Moreover, there is no evidence in the record suggesting that any action taken by Defendant Gautier was corrupt, malicious, or in bad faith. The evidence in the record shows that Defendant Gautier was acting directly within the scope of his duties as a Deputy Sheriff in this circumstance, and there is no credible evidence that the actions he took on October 3 to fulfill those duties were corrupt, malicious, or in bad faith. The Court finds Plaintiffs' arguments to the contrary unpersuasive.
Accordingly, the Court concludes that public official immunity does bar Plaintiffs' wrongful death claim against Defendant Gautier.
C. Conclusion
As this Court has held (1) that Plaintiffs' wrongful death claim against EMS Defendants sounds in medical malpractice, and that the claim has been barred due to Plaintiffs' failure to comply with Rule 9(j), and (2) that Plaintiffs' wrongful death claim against Defendant Gautier is barred by public official immunity, therefore no wrongful death claim exists. Because the remaining four issues discussed by both Parties are contingent on the existence of a wrongful death claim, the Court need not address those issues, as they are now moot.

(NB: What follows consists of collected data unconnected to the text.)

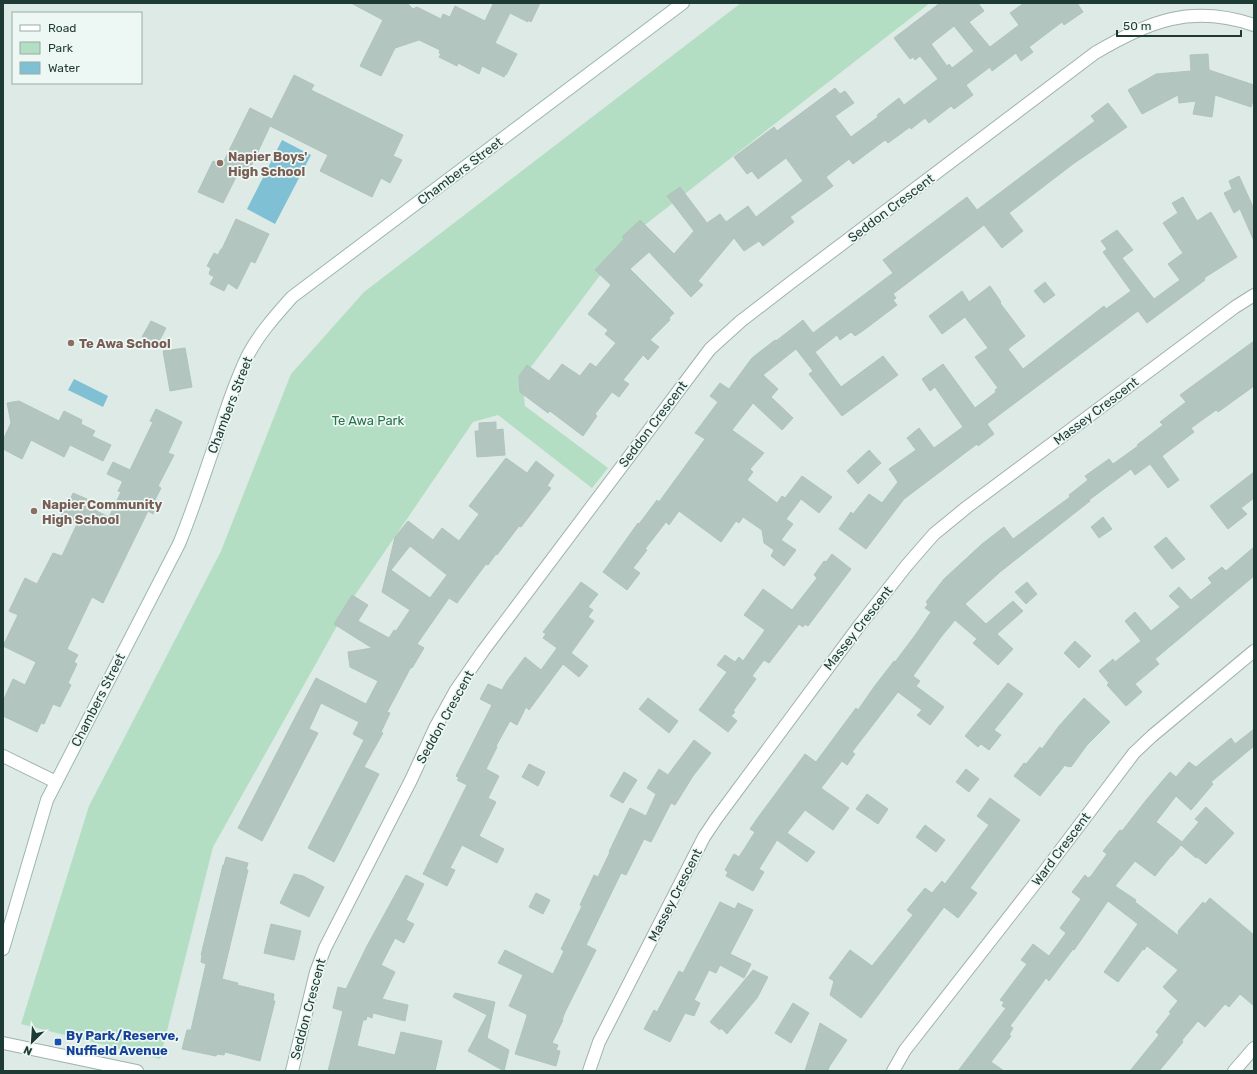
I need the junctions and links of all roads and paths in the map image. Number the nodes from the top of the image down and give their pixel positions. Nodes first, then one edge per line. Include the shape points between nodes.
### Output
1 (684, 3) edge
2 (1254, 25) edge
3 (1254, 295) edge
4 (1254, 650) edge
5 (3, 756) edge
6 (56, 782) junction
7 (3, 949) edge
8 (3, 1043) edge
9 (1254, 1048) edge
10 (137, 1071) edge
11 (292, 1071) edge
12 (589, 1071) edge
13 (893, 1071) edge
14 (1234, 1071) edge

1 - 6 street, Chambers Street via 318,277 292,297 274,317 249,355 235,387 179,544
2 - 11 street, Seddon Crescent via 1223,17 1175,18 1134,31 1095,53 789,284 710,349 456,690 325,948 316,972
3 - 12 street, Massey Crescent via 967,507 934,534 907,565 729,800 704,837 599,1042
4 - 13 street, Ward Crescent via 1134,753 905,1050
5 - 6 street
6 - 7 street, Chambers Street via 47,800
8 - 10 street
9 - 14 street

These four now-mooted issues concern whether Plaintiffs established proximate cause, whether the immunity under North Carolina's Emergency Disaster Treatment Protection Act applies, whether Plaintiff Betty Sutton has standing, and Plaintiffs' request for punitive damages. See discussion supra Part III.
Accordingly, Defendants' Motion for Summary Judgment will be granted.
For the reasons stated herein, the Court enters the following:
ORDER
IT IS THEREFORE ORDERED that Defendants' Motion for Summary Judgment, (ECF No. 35), is GRANTED, and with there being no remaining claims, the action is DISMISSED.